Many mothers struggle to make the decision about whether they should return to the workforce, and if so, what childcare arrangements to make. If you have parents (ie doting grandparents) to care for your child, that’s great! But many of us don’t have that option because (1) our parents are not yet retired, (2) they stay too far away, or (3) they really aren’t that keen to become full-time babysitters.
The good thing is that there are many well-established childcare centres of good reputation in Singapore. Some work places even offer childcare arrangements. For example, the staff at Tan Tock Seng Hospital have the option to bring their kids to work with them, and enroll them at the in-house childcare facility for the day while they go about their work.
As the first day of childcare draws near, you may find yourself wrestling with a mix of guilt (“Is this the best for my child?”) and anxiety (“Will he be ok? Does he know I love him?”). You wonder how he will react on that day.
You’ve probably heard more than enough of your fair share of horror stories of children who throw hysterical tearful fits when their parents try to leave them at childcare. At the other end of the spectrum are the children who walk into the room without even a backwards glance at their parents, and peacefully settle into the new routine almost effortlessly.
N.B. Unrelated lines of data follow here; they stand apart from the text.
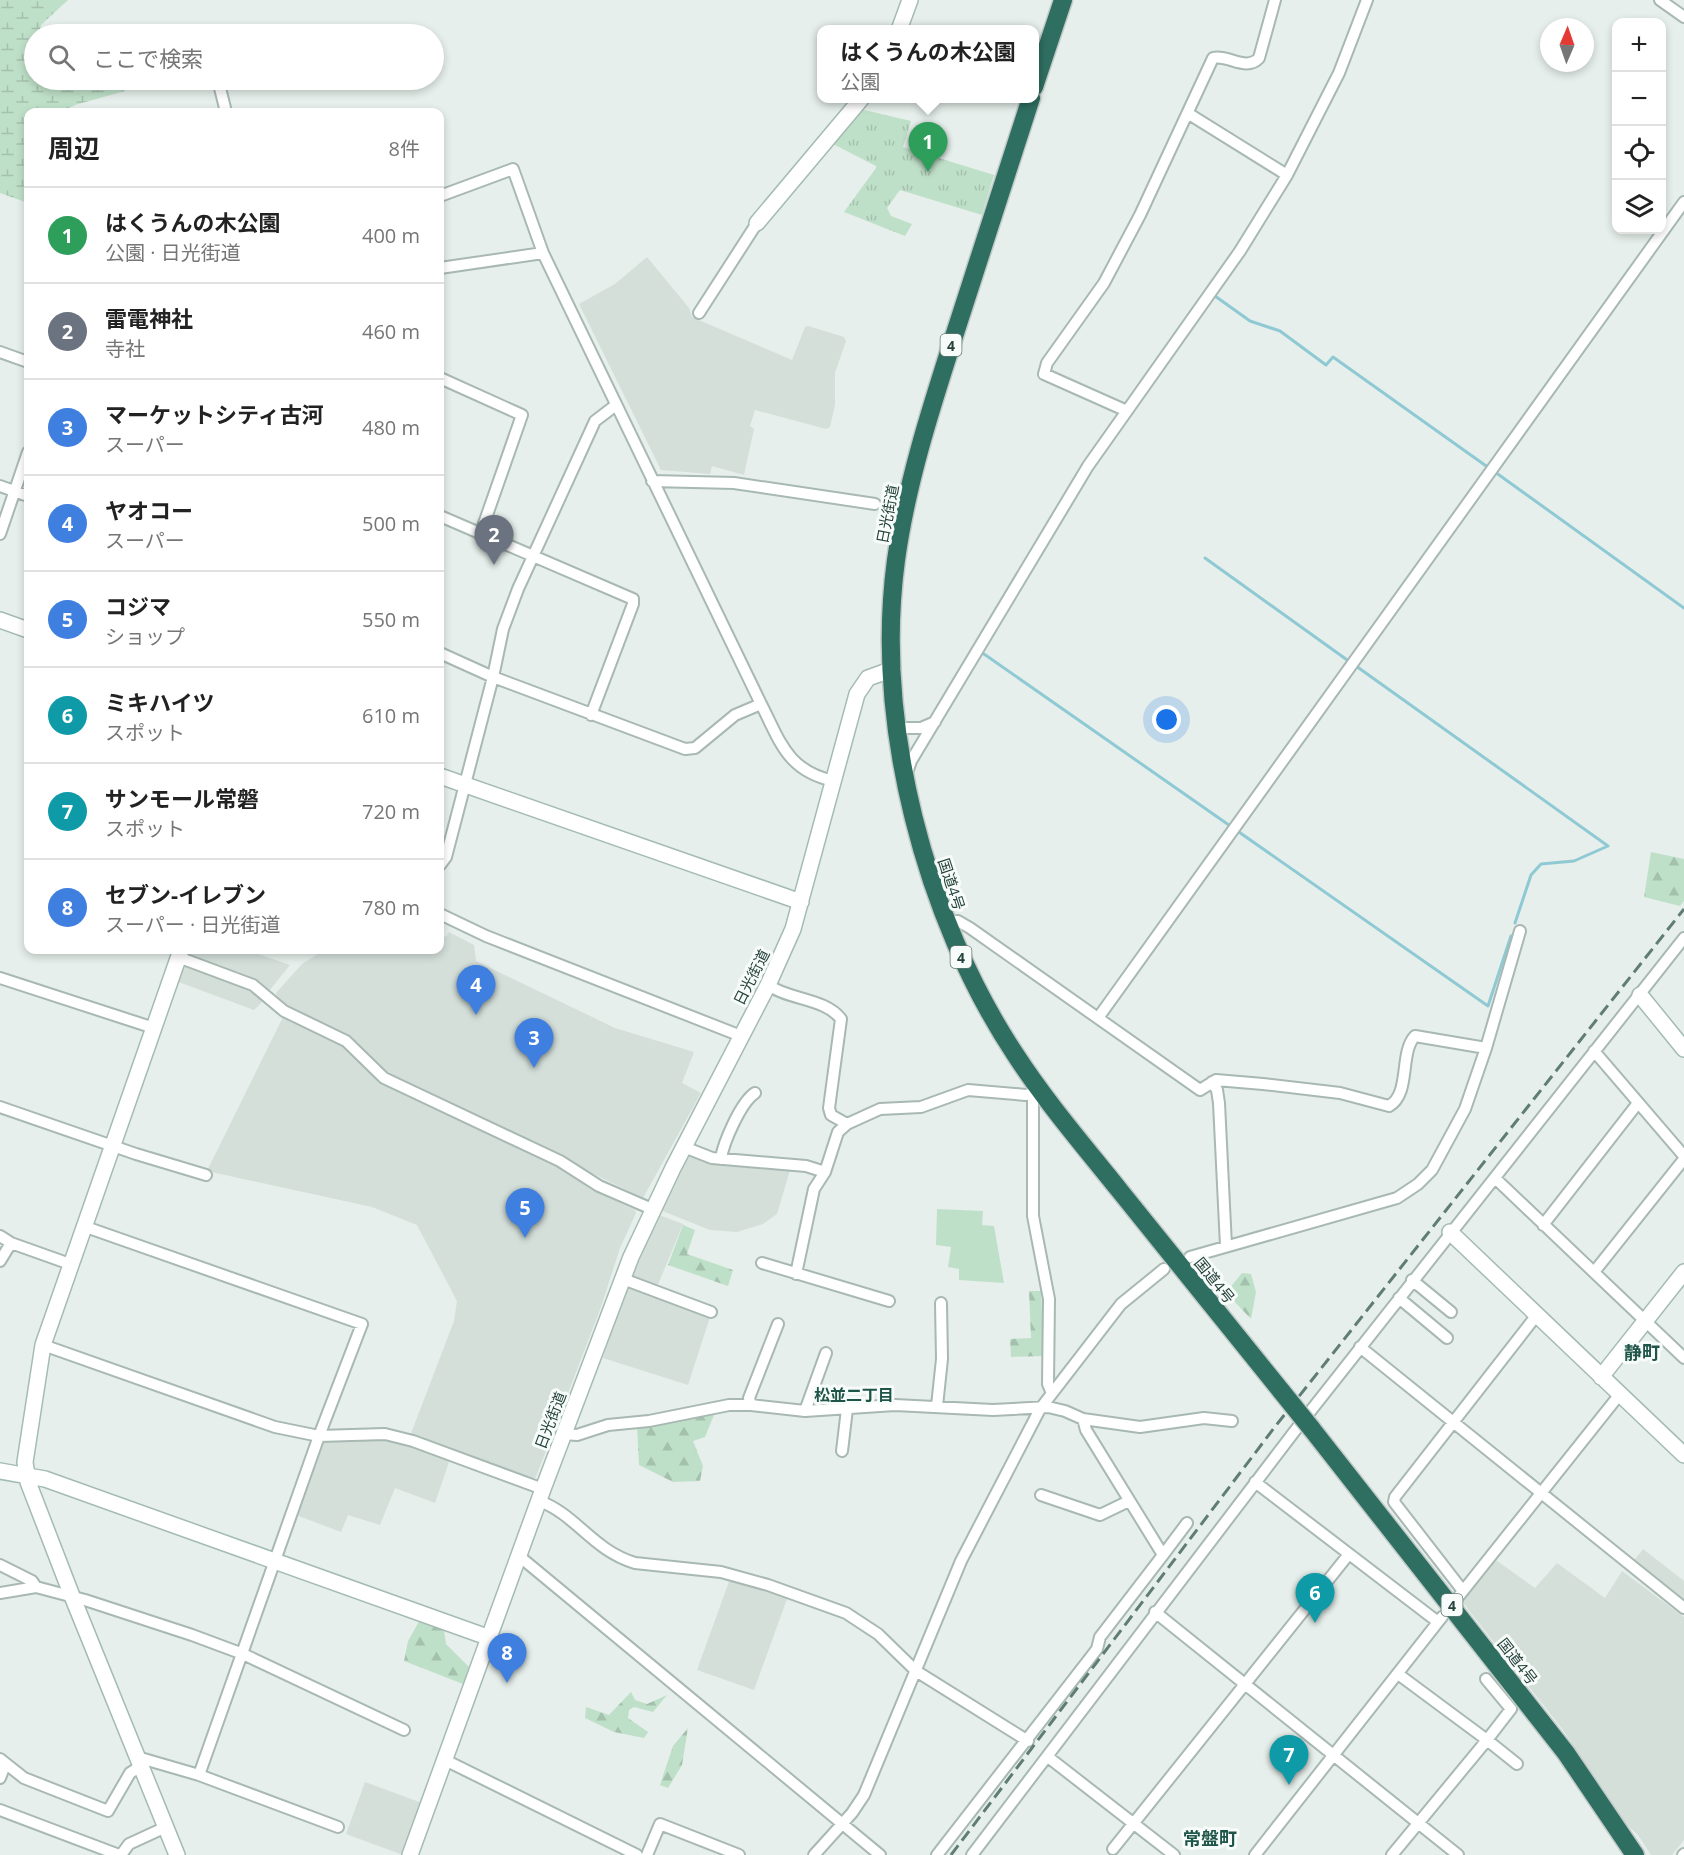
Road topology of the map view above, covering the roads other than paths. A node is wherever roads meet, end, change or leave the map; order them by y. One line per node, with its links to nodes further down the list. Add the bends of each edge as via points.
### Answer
1 (910, 0): 7 (street)
2 (1063, 0): 8 (highway)
3 (1275, 0): 13 (street, via 1259,58 1249,64 1213,58)
4 (1367, 0): 14 (street, via 1339,73)
5 (1660, 0): 6 (street)
6 (1684, 17)
7 (901, 25)
8 (1039, 75)
9 (220, 90): 12 (street)
10 (859, 103): 17 (street)
11 (1029, 103): 39 (highway, 日光街道 / 4, via 924,434 906,506 895,571)
12 (225, 108)
13 (1189, 114): 14 (street); 25 (street, via 1104,283 1047,363 1044,374)
14 (1287, 175): 25 (street, via 1240,251)
15 (444, 195): 18 (street, via 513,169)
16 (1684, 202): 60 (street)
17 (758, 223): 20 (street)
18 (543, 253): 19 (street); 24 (street)
19 (444, 267)
20 (699, 313)
21 (0, 352): 22 (street)
22 (24, 361)
23 (444, 380): 34 (street, via 522,415)
24 (616, 405): 27 (street); 35 (street, via 595,421)
25 (1127, 411): 43 (street, via 1088,466)
26 (24, 464): 29 (street)
27 (651, 481): 31 (street, via 734,483); 41 (street)
28 (0, 486): 29 (street)
29 (15, 491): 30 (street); 33 (street)
30 (24, 494)
31 (875, 504)
32 (444, 518): 34 (street)
33 (0, 534)
34 (480, 535): 35 (street)
35 (533, 558): 40 (street, via 503,629); 42 (street, via 633,599)
36 (0, 620): 37 (street)
37 (24, 629)
38 (444, 655): 40 (street)
39 (893, 669): 44 (highway, 国道4号 / 4); 47 (street, 日光街道, via 868,678 857,694)
40 (493, 677): 42 (street); 48 (street)
41 (761, 704): 42 (street, via 735,715 695,748 685,749); 47 (street, via 791,761)
42 (591, 715)
43 (936, 722): 44 (street, via 921,728); 45 (street)
44 (899, 728): 45 (highway, 国道4号 / 4)
45 (906, 776): 52 (highway, 国道4号 / 4, via 928,870)
46 (444, 777): 48 (street)
47 (834, 781): 50 (street, 日光街道)
48 (465, 785): 49 (street); 50 (street)
49 (444, 860)
50 (801, 902): 58 (street, 日光街道, via 790,938)
51 (444, 916): 62 (street)
52 (946, 922): 60 (street, via 958,921 970,928); 67 (highway, 国道4号 / 4, via 996,1023)
53 (1520, 931): 63 (street)
54 (1684, 938): 59 (street)
55 (179, 954): 61 (street)
56 (181, 954): 79 (street, via 253,986 284,1011 346,1041 384,1078)
57 (0, 978): 61 (street)
58 (768, 985): 62 (street, 日光街道); 71 (street, via 830,1009 840,1019 829,1108 831,1115)
59 (1640, 996): 64 (street); 65 (street)
60 (1098, 1018): 66 (street, via 1196,1089)
61 (153, 1028): 72 (street)
62 (741, 1036): 73 (street, 日光街道)
63 (1486, 1048): 66 (street, via 1415,1035 1398,1096 1389,1106 1322,1090); 85 (street, via 1465,1109 1432,1170 1418,1184 1397,1198)
64 (1684, 1048)
65 (1594, 1051): 69 (street); 78 (street)
66 (1212, 1082): 85 (street, via 1217,1090)
67 (1037, 1093): 71 (street, via 968,1090 921,1107 880,1109); 110 (street, via 1033,1216 1049,1299); 180 (highway, 国道4号 / 4, bridge, via 1311,1428 1560,1744)
68 (755, 1094): 75 (street, via 746,1101)
69 (1638, 1103): 74 (street); 80 (street)
70 (0, 1107): 72 (street)
71 (847, 1124): 76 (street, via 838,1132)
72 (112, 1146): 77 (street); 81 (street)
73 (684, 1147): 75 (street); 79 (street, 日光街道)
74 (1684, 1158): 91 (street)
75 (721, 1159): 76 (street, via 806,1166)
76 (825, 1172): 93 (street, via 814,1189)
77 (206, 1175)
78 (1496, 1179): 80 (street); 82 (street)
79 (652, 1209): 94 (street, 日光街道)
80 (1543, 1224): 91 (street)
81 (83, 1226): 89 (street); 121 (street, via 362,1324)
82 (1450, 1232): 95 (street); 101 (street)
83 (0, 1236): 84 (street)
84 (11, 1243): 87 (street); 89 (street)
85 (1226, 1246): 86 (street)
86 (1190, 1257)
87 (0, 1261)
88 (762, 1263): 93 (street)
89 (70, 1264): 105 (street)
90 (1164, 1269): 110 (street, via 1120,1304)
91 (1594, 1272): 102 (street)
92 (1684, 1272): 102 (street)
93 (796, 1274): 97 (street)
94 (622, 1280): 99 (street); 120 (street, 日光街道)
95 (1412, 1280): 96 (street); 100 (street)
96 (1399, 1298): 104 (street); 106 (street)
97 (889, 1301)
98 (941, 1303): 113 (street)
99 (711, 1312)
100 (1451, 1312)
101 (1536, 1316): 109 (street); 119 (street)
102 (1644, 1322): 108 (street); 109 (street)
103 (778, 1324): 112 (street, via 749,1398)
104 (1447, 1338)
105 (43, 1345): 121 (street, via 275,1427); 125 (street)
106 (1360, 1347): 119 (street); 126 (street)
107 (826, 1353): 116 (street)
108 (1684, 1358)
109 (1601, 1377): 111 (street)
110 (1051, 1391): 115 (street)
111 (1620, 1394): 123 (street); 127 (street)
112 (751, 1405): 116 (street); 120 (street, via 729,1405 608,1425 577,1435)
113 (938, 1406): 114 (street); 115 (street)
114 (847, 1409): 116 (street); 122 (street)
115 (1040, 1409): 117 (street, via 1055,1408); 144 (street, via 961,1561)
116 (805, 1411)
117 (1083, 1419): 118 (street, via 1140,1427 1204,1418); 130 (street, via 1086,1431)
118 (1232, 1421)
119 (1453, 1423): 127 (street); 127 (street, via 1394,1502 1461,1594)
120 (564, 1434): 128 (street, 日光街道)
121 (319, 1436): 128 (street, via 385,1434 423,1444); 135 (street)
122 (842, 1451)
123 (1684, 1455)
124 (0, 1471): 125 (street)
125 (26, 1474): 135 (street); 139 (street)
126 (1255, 1482): 132 (street); 141 (street)
127 (1540, 1493): 140 (street)
128 (541, 1495): 134 (street, 日光街道); 144 (street, via 592,1540 622,1559 721,1572 846,1613 878,1634)
129 (1041, 1495): 130 (street, via 1100,1515)
130 (1130, 1501): 133 (street)
131 (1187, 1523): 133 (street)
132 (1350, 1554): 145 (street, via 1440,1619); 147 (street)
133 (1163, 1555): 149 (street)
134 (519, 1556): 142 (street, 日光街道); 160 (street)
135 (275, 1561): 142 (street); 143 (street)
136 (0, 1565): 137 (street, via 32,1581)
137 (36, 1587): 138 (street); 139 (street)
138 (0, 1593)
139 (72, 1596): 143 (street); 154 (street)
140 (1684, 1608)
141 (1155, 1612): 147 (street); 152 (street)
142 (490, 1638): 153 (street, 日光街道)
143 (243, 1654): 148 (street); 157 (street)
144 (916, 1671): 149 (street); 160 (street, via 864,1795)
145 (1398, 1674): 150 (street); 151 (street)
146 (1486, 1679): 150 (street, via 1511,1709)
147 (1246, 1685): 151 (street); 162 (street)
148 (404, 1730)
149 (1028, 1740): 175 (street)
150 (1487, 1740): 156 (street); 161 (street)
151 (1332, 1754): 161 (street); 178 (street)
152 (1048, 1757): 162 (street); 176 (street)
153 (445, 1760): 169 (street, 日光街道); 170 (street)
154 (139, 1761): 155 (street, via 108,1811 24,1778); 157 (street); 163 (street)
155 (2, 1762): 158 (street)
156 (1517, 1764)
157 (199, 1775): 164 (street)
158 (0, 1778)
159 (0, 1810): 167 (street)
160 (842, 1823): 173 (street); 174 (street)
161 (1417, 1823): 166 (street); 179 (street)
162 (1135, 1824): 165 (street); 177 (street)
163 (166, 1827): 167 (street, via 129,1844); 168 (street)
164 (338, 1827)
165 (1113, 1849)
166 (1456, 1854)
167 (120, 1855)
168 (177, 1855)
169 (410, 1855)
170 (637, 1855)
171 (647, 1855): 172 (street, via 660,1824)
172 (739, 1855)
173 (814, 1855)
174 (880, 1855)
175 (937, 1855)
176 (972, 1855)
177 (1174, 1855)
178 (1255, 1855)
179 (1392, 1855)
180 (1635, 1855)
Prepare your child for this next phase of life in advance, to minimize uncertainty and shock and increase your chances of a smooth transition for both him and you. Of course, a lot also depends on your child’s personality and how quickly he or she adapts to new environments and people. Here are a few suggestions for easing the process.
Visit the centre
Bring your child along when you are checking out possible options, so she can get a feel of these places, and even help make the choice based on her affinity to each one. Bear in mind that your attitude will go a long way in how well your child adapts to the chosen childcare centre.
Introduce helpful routines
At home, help your child to become comfortable with structure but creating some routines of your own at home. For example, schedule in half an hour of reading time right after lunch or just before bed. Most childcare centres run on fixed routines of sleep times, free play times, activity times, meal/snack times and potty breaks, so introducing your child to similar routines at home will enable him to adapt more quickly.
Make time to go away
It would be wise to leave your child with trusted friends or relatives for incrementally longer periods of time, so he has a taste of what it’s like to be separated from you, and learn to adapt. This will help to minimize any separation anxiety he and you will feel on that first day of childcare.
Talk about it
Make time to talk about childcare with your child. Be encouraging and emphasize on how fun it’s going to be, but also help him grasp the reality that you won’t be there with him. Check your attitude. Think positively about all the new experiences that your child is going to have in childcare, and celebrate that he has entered a new and exciting phase of life. And know that your child knows how much you love and care for him, and – at least for now – home is where his heart is.
Use books to paint a picture
Read books about school or childcare – some titles you can consider are “See you later, Alligator” by Laura McGee Kvasnosky, “Puddle’s Big Step” by Amber Stewart and “Max and Millie Start School” by Felicity Brooks.